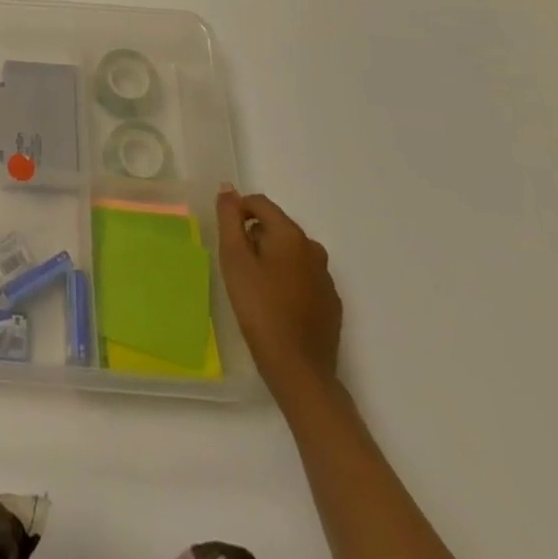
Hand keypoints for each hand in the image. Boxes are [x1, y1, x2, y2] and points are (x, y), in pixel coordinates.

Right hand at [217, 184, 342, 396]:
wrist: (298, 370)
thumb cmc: (259, 309)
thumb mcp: (234, 259)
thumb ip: (229, 219)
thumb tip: (228, 188)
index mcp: (290, 234)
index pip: (260, 203)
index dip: (238, 212)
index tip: (226, 238)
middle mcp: (313, 248)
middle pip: (276, 226)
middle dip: (255, 236)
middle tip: (238, 266)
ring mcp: (326, 277)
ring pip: (291, 252)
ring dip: (272, 258)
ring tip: (255, 286)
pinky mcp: (331, 303)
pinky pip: (304, 277)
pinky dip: (288, 280)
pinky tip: (277, 305)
- - - -
Filter the listing above down to the lines that contain the word "pinky".

pinky mcp: (331, 303)
pinky pip: (304, 277)
pinky dip: (288, 280)
pinky tip: (277, 305)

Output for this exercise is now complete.